J. Banks, M. Marmot, Z. Oldfield, J. P. Smith, JAMA 295, 2037 (2006).

http://jama.ama-assn.org/cgi/content/abstract/295/17/2037

http://jama.ama-assn.org/cgi/reprint/295/17/2037

Thanks to John Wirt.

FDA and Prescription Drug Reform

January 4, 2009

The FDA budget needs to be doubled to deal with the safety of the food supply and the crisis in the integrity of the pharmaceutical industry.  Many articles have been written about the pharmaceutical industry promoting their proprietary drugs despite questionable efficacy.  There are many documented cases of drug companies suppressing test results that might question the efficacy of their proprietary drugs.  The FDA should be more vigilant in dealing with issues of drug efficacy.

There is another, less widely discussed problem with prescription drugs.  Americans expect their pharmacies to dispense the drugs prescribed by their doctors, with the correct dosage on the label.  However, there is a growing problem of prescription drugs from unregulated factories not meeting quality standards.

American and European drug plants are closing as Chinese and Indian plants undercut them in price.  The Chinese and Indian drugs are purportedly pharmaceutically identical to the American and European drugs they replace, but is that assertion really true and are they safe?  No-one really knows, because the FDA rarely inspects drug manufacturing plants outside the United States.  Any company importing drugs or pharmaceutical ingredients into the United States is supposed to test the supplies before using them.  However, Chinese manufacturers are notorious for giving samples that pass tests and then changing the ingredients or the manufacturing process after passing the sample test.  In 2008, Chinese manufacturers substituted a cheap fake for dried pig intestines used to make heparin, which is used to prevent clotting during surgery and dialysis.  81 people died of allergic reactions and tens of thousands of people around the world were exposed to danger before the FDA got the situation under control.  This is not an isolated case.  It is estimated that 8% of over-the-counter drugs in China are counterfeit.[i]
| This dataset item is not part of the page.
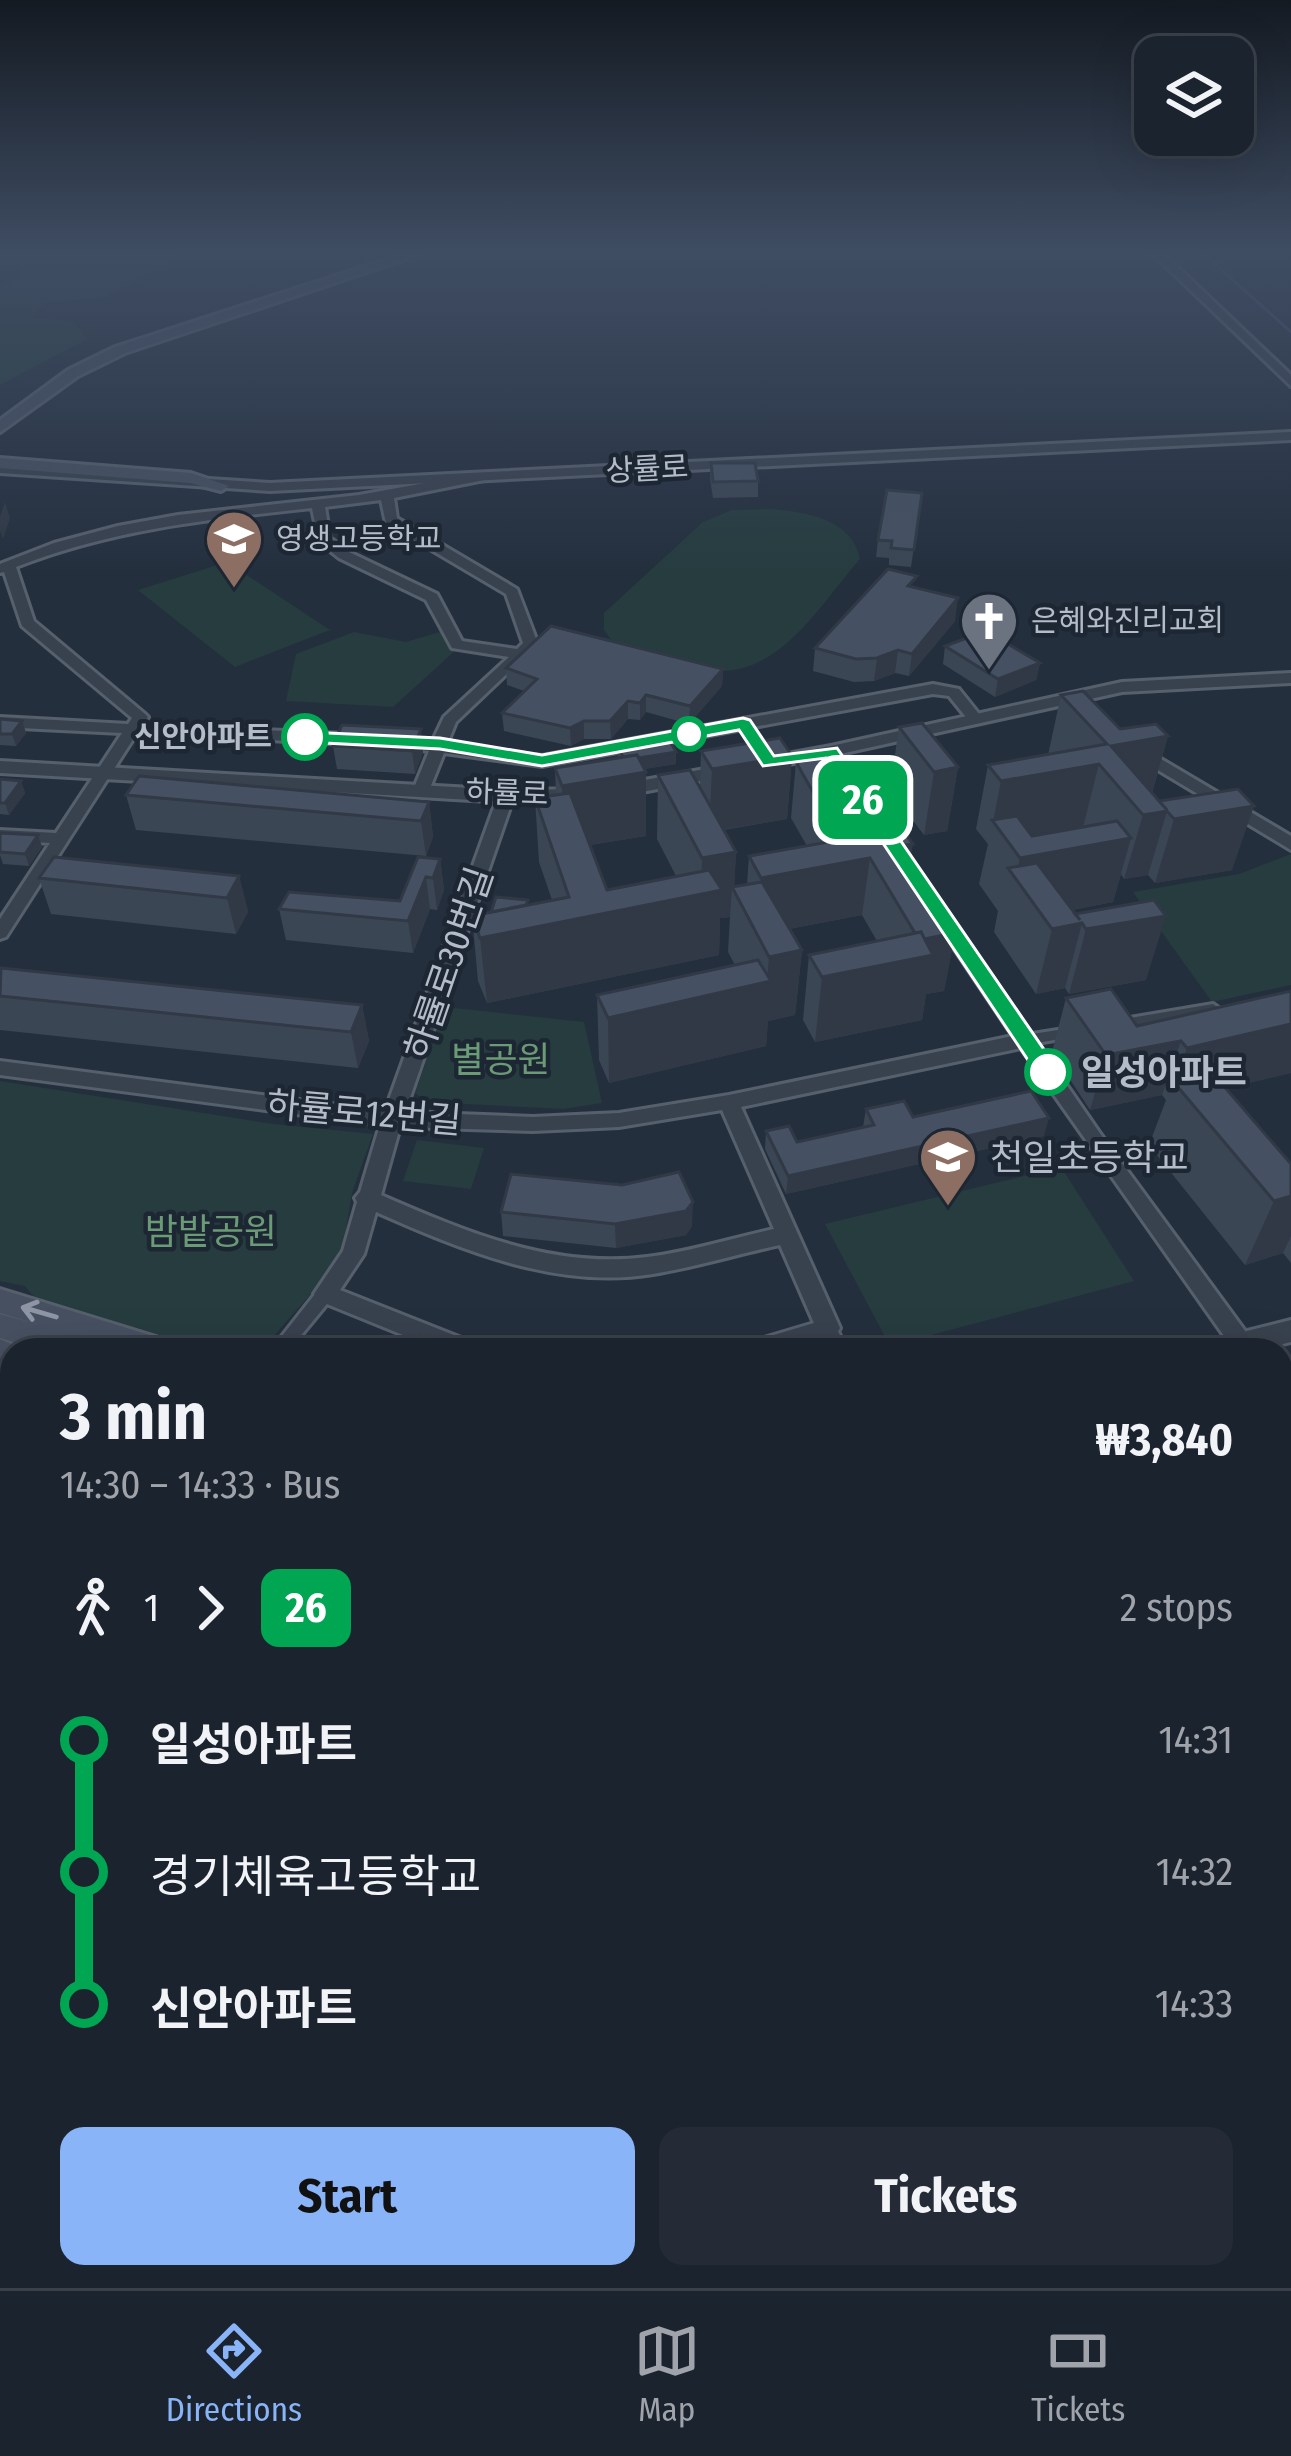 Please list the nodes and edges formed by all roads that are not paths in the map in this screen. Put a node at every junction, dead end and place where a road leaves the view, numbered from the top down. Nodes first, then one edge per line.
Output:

One often-mentioned way to reduce medical expenses is to encourage the use of generic drugs.  The asserted reason is that generic drugs are not only much less expensive, but also pharmacologically equivalent to brand name drugs.  However, the healthcare reform discussion often neglects the lack of FDA regulation of generic drug manufacturers, especially the lack of inspection of the increasing number of drug manufacturing plants outside the United States.  Not only are generic drugs often different from their supposed brand-name equivalents, but drug potency varies from manufacturer to manufacturer.
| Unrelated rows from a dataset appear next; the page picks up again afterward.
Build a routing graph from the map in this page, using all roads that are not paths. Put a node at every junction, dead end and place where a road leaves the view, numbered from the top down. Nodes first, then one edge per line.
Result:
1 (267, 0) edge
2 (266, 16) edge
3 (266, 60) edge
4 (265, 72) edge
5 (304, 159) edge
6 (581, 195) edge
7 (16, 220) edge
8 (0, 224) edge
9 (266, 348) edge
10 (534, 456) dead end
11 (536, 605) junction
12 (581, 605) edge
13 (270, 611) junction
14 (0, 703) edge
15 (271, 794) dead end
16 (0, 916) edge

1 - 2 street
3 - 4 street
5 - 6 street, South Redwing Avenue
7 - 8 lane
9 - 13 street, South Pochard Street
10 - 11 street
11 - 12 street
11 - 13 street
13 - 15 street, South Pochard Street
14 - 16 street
For example, practicing pharmacists are aware that warfarin, the generic version of coumadin, is not actually equivalent to coumadin.  Coumadin (and warfarin) is an anticoagulant drug, and the wrong dosage of this drug can lead to internal bleeding, including hemorrhage, with serious consequences.  Hungarian warfarin has been found to be 20% higher effective dosage than Indian warfarin of the same nominal dosage, with brand-name Coumadin falling in between.  (I found this out when I refilled a warfarin prescription that was randomly dispensed with warfarin manufactured in a different country, and my INR changed by 30% at the next weekly test.)

Another example is the recent (September 24, 2008) FDA list of 32 finished drugs and 7 active pharmaceutical ingredients manufactured by Dewas and Paonta Sahib facilities of Ranbaxy Laboratories, banned because those sites failed to pass FDA inspections.  We do not know how long those drugs were on the market in the United States before the inspections.

The FDA budget should be doubled.  The FDA should promulgate a rule that neither drugs (whether prescription or over-the-counter) nor their ingredients may be imported into the United States unless the FDA has inspected the manufacturing plant within a year of importation.  The inspection costs should be recovered by fees imposed on the drug manufacturers.  Improve the FDA drug manufacturing plant database.  Also develop a source database system for all produce sold in the United States.